What / Why / the Ultimate Goal
To have completely self hosted and private multi-room voice control of openHAB, using almost completely F/LOSS software and hardware[1], and without relying on any “cloud” services nor multinational companies who seem to be in the business of gathering all your data like when you are home or not, speaking privately to your wife, etc. (which is very creepy).
Note 1: the only thing I think that is not would be the RPi bootloader (if you are using RPi), but there are hardware alternatives.
Oh, that can never happen (you say)!
Background
I recently received my ReSpeaker USB Mic Array which I had planned on using with snips.ai. Today I set out to implement this, and brushing up on my reading again, learned that Snips sold out to Sonos and will be discontinuing console access, essentially rendering it useless for our purposes.
After reading that thread (and others) and doing some further research, it seems to me that at this time Rhasspy seems to be by far the most feature complete and stable alternative out there right now, and also seems to be actually completely F/LOSS (unlike Snips, who never really fully released all their source code). In short, I feel confident enough to invest my time moving forward with this solution.
Progress Thus Far
In production I plan on having a number of satellites (one in each room) on lower powered devices streaming the audio to a central, more powerful SBC (ex. ODROID-XU4, etc.) doing the heavy lifting (STT, training, and intent recognition). But for now I am just trying to get this working on my plain amd64 Debian Buster desktop first.
I plugged the ReSpeaker USB Mic Array in to my desktop, and it immediately appeared in Pulse Audio Volume Control (yay for truly F/LOSS/H!).
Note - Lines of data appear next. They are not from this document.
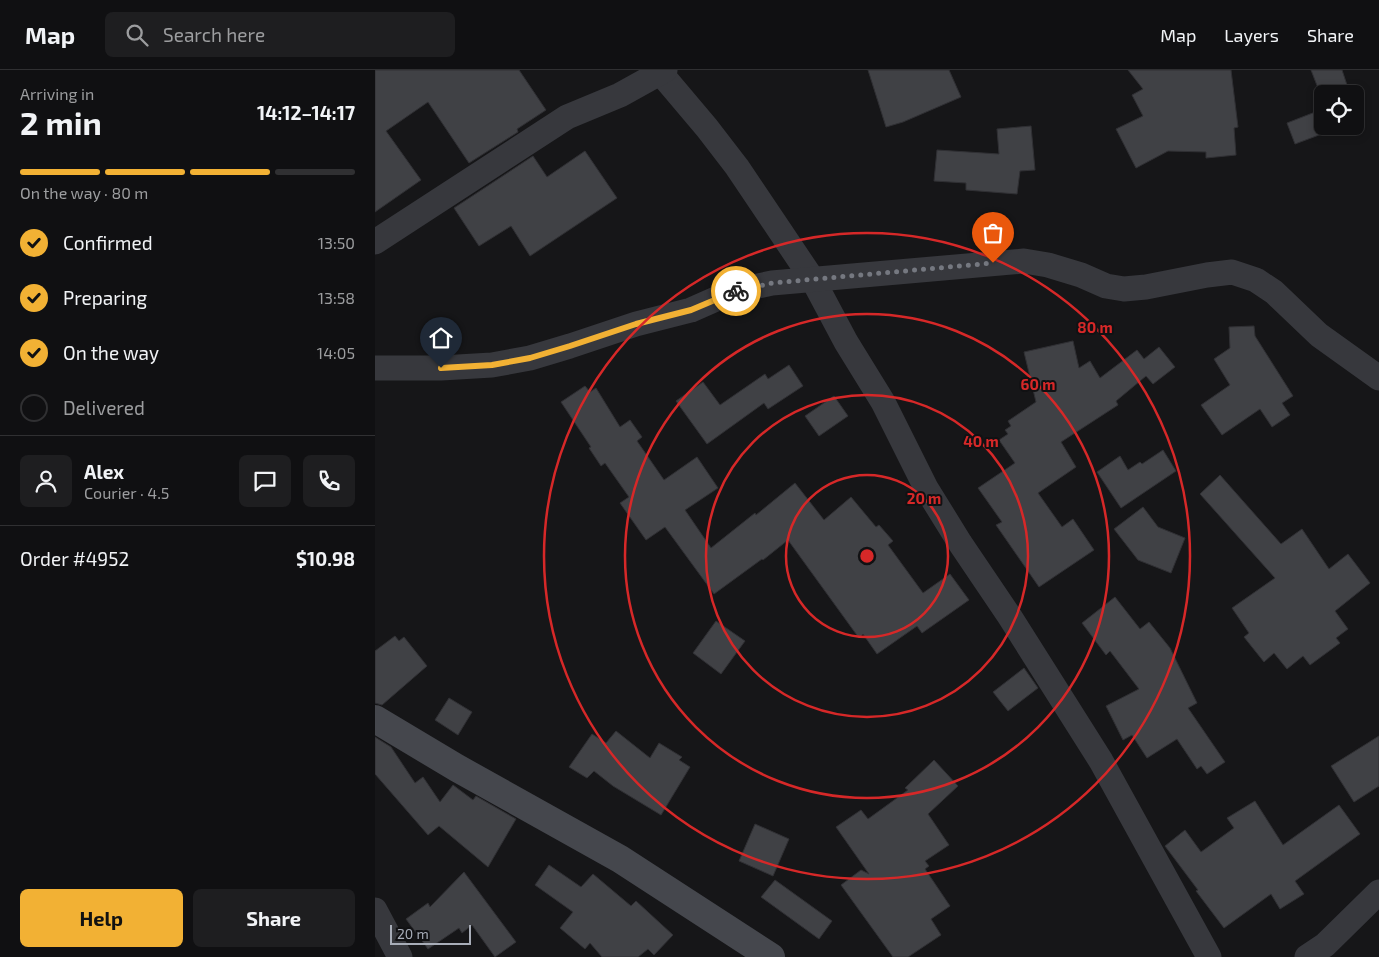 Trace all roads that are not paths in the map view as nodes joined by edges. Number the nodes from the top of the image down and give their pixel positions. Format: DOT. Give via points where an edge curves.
graph roads {
  1 [pos="661,71"];
  2 [pos="375,242"];
  3 [pos="813,280"];
  4 [pos="375,368"];
  5 [pos="1379,378"];
  6 [pos="375,719"];
  7 [pos="1379,892"];
  8 [pos="375,910"];
  9 [pos="401,957"];
  10 [pos="771,957"];
  11 [pos="1209,957"];
  12 [pos="1307,957"];
  1 -- 2 [label="street" via="620,95 567,117"];
  1 -- 3 [label="street" via="737,167"];
  3 -- 4 [label="street" via="772,283 734,291 691,310 530,358 441,368"];
  3 -- 5 [label="street" via="1024,261 1048,265 1106,286 1124,289 1232,272 1256,280 1274,292 1319,335"];
  3 -- 11 [label="street" via="883,402 926,488 1101,761"];
  6 -- 10 [label="main road" via="620,859"];
  7 -- 12 [label="street" via="1325,945"];
  8 -- 9 [label="street"];
}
I don’t use Docker, nor Home Assistant (Hass.io), so I installed Rhasspy into a Python virtual environment. This went pretty seamlessly, and after fiddling with a few settings in the web interface and PAVC I was pretty quickly training Rhasspy by writing sentences. The default recognition was actually pretty good right out of the box with default settings.
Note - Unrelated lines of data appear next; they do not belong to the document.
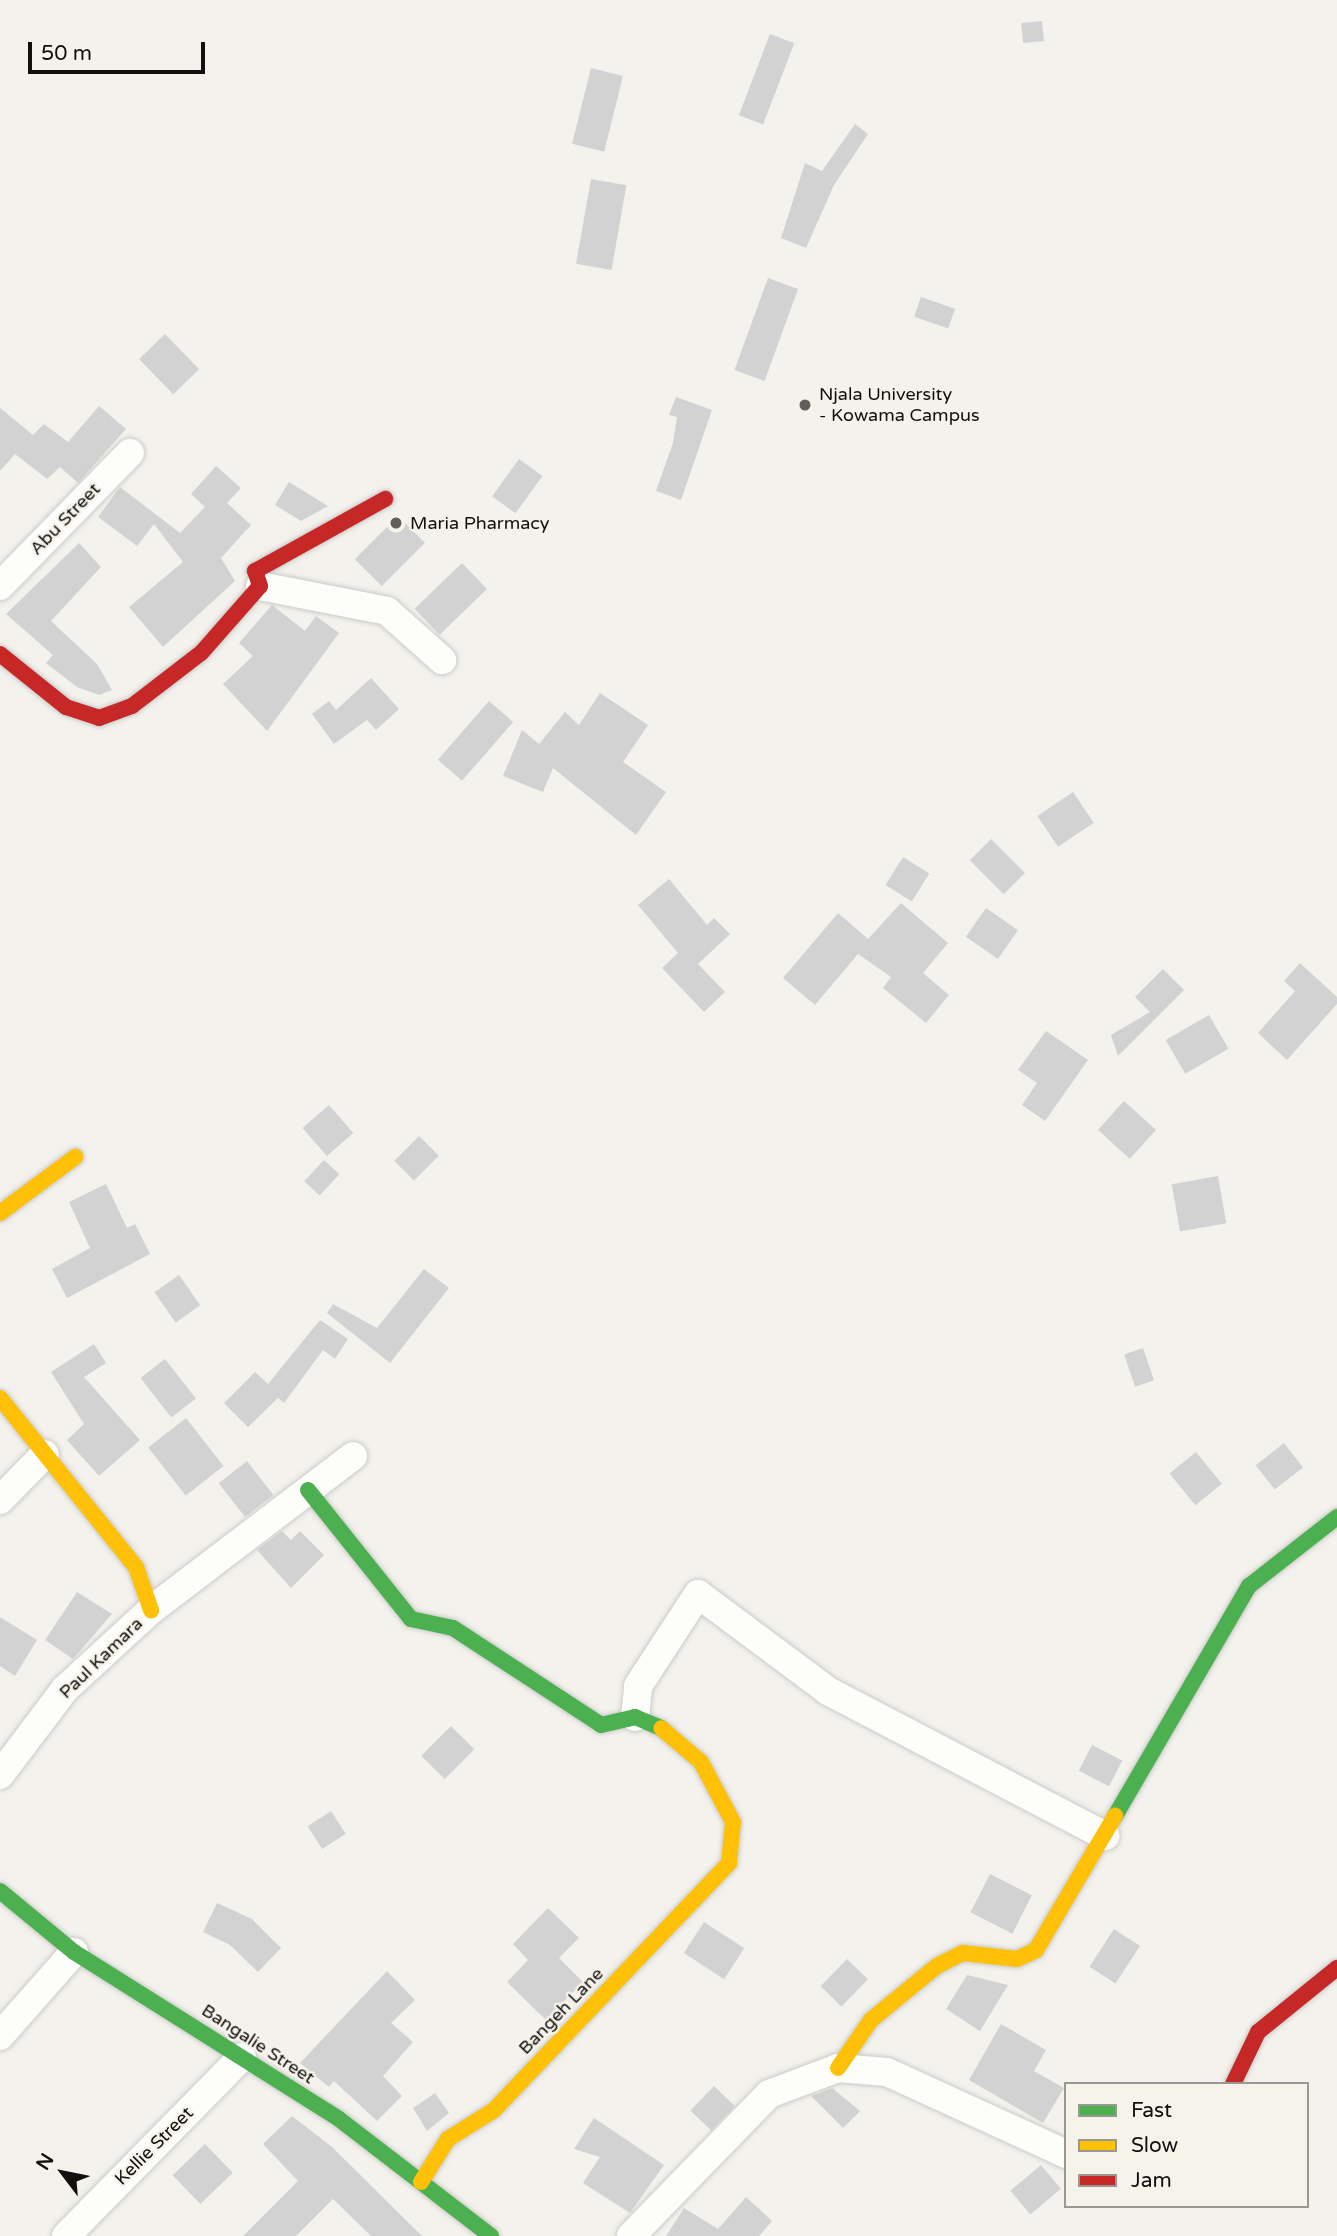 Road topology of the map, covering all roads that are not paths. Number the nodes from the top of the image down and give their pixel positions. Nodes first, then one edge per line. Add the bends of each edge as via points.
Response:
1 (130, 453) dead end
2 (385, 499) dead end
3 (258, 578) junction
4 (0, 586) edge
5 (0, 654) edge
6 (442, 660) dead end
7 (75, 1157) dead end
8 (0, 1213) edge
9 (0, 1398) edge
10 (45, 1454) junction
11 (353, 1456) dead end
12 (308, 1490) junction
13 (0, 1500) edge
14 (1337, 1517) edge
15 (151, 1610) junction
16 (635, 1717) junction
17 (0, 1775) edge
18 (1105, 1836) junction
19 (0, 1891) edge
20 (74, 1952) junction
21 (1337, 1968) edge
22 (0, 2036) edge
23 (242, 2057) junction
24 (838, 2068) junction
25 (1234, 2082) edge
26 (1064, 2153) edge
27 (421, 2182) junction
28 (66, 2236) edge
29 (491, 2236) edge
30 (631, 2236) edge

1 - 4 street, Abu Street
2 - 3 street
3 - 5 street via 202,652 132,706 99,718 66,708
3 - 6 street via 387,611
7 - 8 street
9 - 10 street
10 - 13 street
10 - 15 street via 136,1567
11 - 12 street, Paul Kamara
12 - 15 street, Paul Kamara
12 - 16 street via 411,1619 453,1628 601,1725
14 - 18 street via 1249,1586
15 - 17 street, Paul Kamara via 65,1689
16 - 18 street via 638,1686 698,1594 828,1691
16 - 27 street, Bangeh Lane via 655,1723 701,1762 733,1822 729,1863 494,2110 448,2139
18 - 24 street via 1036,1950 1017,1959 963,1953 937,1966 871,2020
19 - 20 street, Bangalie Street
20 - 22 street
20 - 23 street, Bangalie Street
21 - 25 street via 1258,2032
23 - 27 street, Bangalie Street
23 - 28 street, Kellie Street
24 - 26 street via 887,2072
24 - 30 street via 769,2094
27 - 29 street, Bangalie Street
Next I started trying to get these intents into OpenHAB. It seemed to me that publishing to MQTT might be the easiest way. But I got so lost in trying to parse the JSON that my head now hurts and I come here for help. I even installed MQTT Explorer along the way, and I am pretty sure I have the correct topic (hermes/intent/DeskLights
for instance, as set in Rhasspy).
I have searched and read several forum posts, the gist of it seems to be to create a text item to receive the MQTT JSON payload, and then parse that and then make a rule to update something else? That seemed overly complicated to me.
The first item I thought I would try and control was a simple light switch (via MySensors binding). But I couldn’t seem to figure out how to simply connect the two.
Taking a Strategic Step Back
I also wonder if I should maybe just have Rhasspy do the Speech To Text, and then let OpenHAB’s Rule Voice Interpreter parse the text? I think there is a way to just send the text somehow from Rhasspy.
Not sure what the best way forward is at this point? Any help would be greatly appreciated. And with Snips.ai recent sale to Sonos, I don’t think I will be the only one. In fact I was a little surprised not to find a thread about this already. So I am sure if we are able to figure something out, that others would also be helped.